- **Goal of the exercise**:
All of the records need to be retyped exactly, with no line dropped.

===== Material for this task =====

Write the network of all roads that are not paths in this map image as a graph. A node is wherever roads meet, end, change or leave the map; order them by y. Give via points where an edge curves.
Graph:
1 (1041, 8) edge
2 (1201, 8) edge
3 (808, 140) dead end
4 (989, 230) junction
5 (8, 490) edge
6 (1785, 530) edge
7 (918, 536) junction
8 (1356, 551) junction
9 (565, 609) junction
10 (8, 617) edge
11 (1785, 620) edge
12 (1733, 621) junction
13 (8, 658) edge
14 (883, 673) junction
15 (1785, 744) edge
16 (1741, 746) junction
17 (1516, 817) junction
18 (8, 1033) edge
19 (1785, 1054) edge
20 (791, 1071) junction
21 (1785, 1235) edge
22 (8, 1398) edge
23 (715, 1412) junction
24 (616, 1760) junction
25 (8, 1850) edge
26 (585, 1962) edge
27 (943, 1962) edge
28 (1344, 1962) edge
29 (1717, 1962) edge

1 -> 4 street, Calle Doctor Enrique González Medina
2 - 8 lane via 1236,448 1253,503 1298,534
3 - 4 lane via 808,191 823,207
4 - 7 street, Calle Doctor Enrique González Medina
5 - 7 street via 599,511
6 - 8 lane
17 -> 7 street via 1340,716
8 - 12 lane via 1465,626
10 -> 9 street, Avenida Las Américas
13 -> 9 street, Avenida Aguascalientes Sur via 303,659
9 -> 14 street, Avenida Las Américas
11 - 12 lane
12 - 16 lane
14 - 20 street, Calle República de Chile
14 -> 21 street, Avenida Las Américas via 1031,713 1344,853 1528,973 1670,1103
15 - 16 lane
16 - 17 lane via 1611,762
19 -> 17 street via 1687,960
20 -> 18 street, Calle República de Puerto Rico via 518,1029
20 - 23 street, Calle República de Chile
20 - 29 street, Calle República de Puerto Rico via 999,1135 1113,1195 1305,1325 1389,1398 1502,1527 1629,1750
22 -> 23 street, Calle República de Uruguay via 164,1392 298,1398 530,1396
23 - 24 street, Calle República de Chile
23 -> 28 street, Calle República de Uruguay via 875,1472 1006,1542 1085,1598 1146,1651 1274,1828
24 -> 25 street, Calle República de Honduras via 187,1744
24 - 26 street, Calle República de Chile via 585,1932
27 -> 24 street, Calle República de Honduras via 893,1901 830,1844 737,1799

=====

- **Reply**:
Write the network of all roads that are not paths in this map image as a graph. A node is wherever roads meet, end, change or leave the map; order them by y. Give via points where an edge curves.
Graph:
1 (1041, 8) edge
2 (1201, 8) edge
3 (808, 140) dead end
4 (989, 230) junction
5 (8, 490) edge
6 (1785, 530) edge
7 (918, 536) junction
8 (1356, 551) junction
9 (565, 609) junction
10 (8, 617) edge
11 (1785, 620) edge
12 (1733, 621) junction
13 (8, 658) edge
14 (883, 673) junction
15 (1785, 744) edge
16 (1741, 746) junction
17 (1516, 817) junction
18 (8, 1033) edge
19 (1785, 1054) edge
20 (791, 1071) junction
21 (1785, 1235) edge
22 (8, 1398) edge
23 (715, 1412) junction
24 (616, 1760) junction
25 (8, 1850) edge
26 (585, 1962) edge
27 (943, 1962) edge
28 (1344, 1962) edge
29 (1717, 1962) edge

1 -> 4 street, Calle Doctor Enrique González Medina
2 - 8 lane via 1236,448 1253,503 1298,534
3 - 4 lane via 808,191 823,207
4 - 7 street, Calle Doctor Enrique González Medina
5 - 7 street via 599,511
6 - 8 lane
17 -> 7 street via 1340,716
8 - 12 lane via 1465,626
10 -> 9 street, Avenida Las Américas
13 -> 9 street, Avenida Aguascalientes Sur via 303,659
9 -> 14 street, Avenida Las Américas
11 - 12 lane
12 - 16 lane
14 - 20 street, Calle República de Chile
14 -> 21 street, Avenida Las Américas via 1031,713 1344,853 1528,973 1670,1103
15 - 16 lane
16 - 17 lane via 1611,762
19 -> 17 street via 1687,960
20 -> 18 street, Calle República de Puerto Rico via 518,1029
20 - 23 street, Calle República de Chile
20 - 29 street, Calle República de Puerto Rico via 999,1135 1113,1195 1305,1325 1389,1398 1502,1527 1629,1750
22 -> 23 street, Calle República de Uruguay via 164,1392 298,1398 530,1396
23 - 24 street, Calle República de Chile
23 -> 28 street, Calle República de Uruguay via 875,1472 1006,1542 1085,1598 1146,1651 1274,1828
24 -> 25 street, Calle República de Honduras via 187,1744
24 - 26 street, Calle República de Chile via 585,1932
27 -> 24 street, Calle República de Honduras via 893,1901 830,1844 737,1799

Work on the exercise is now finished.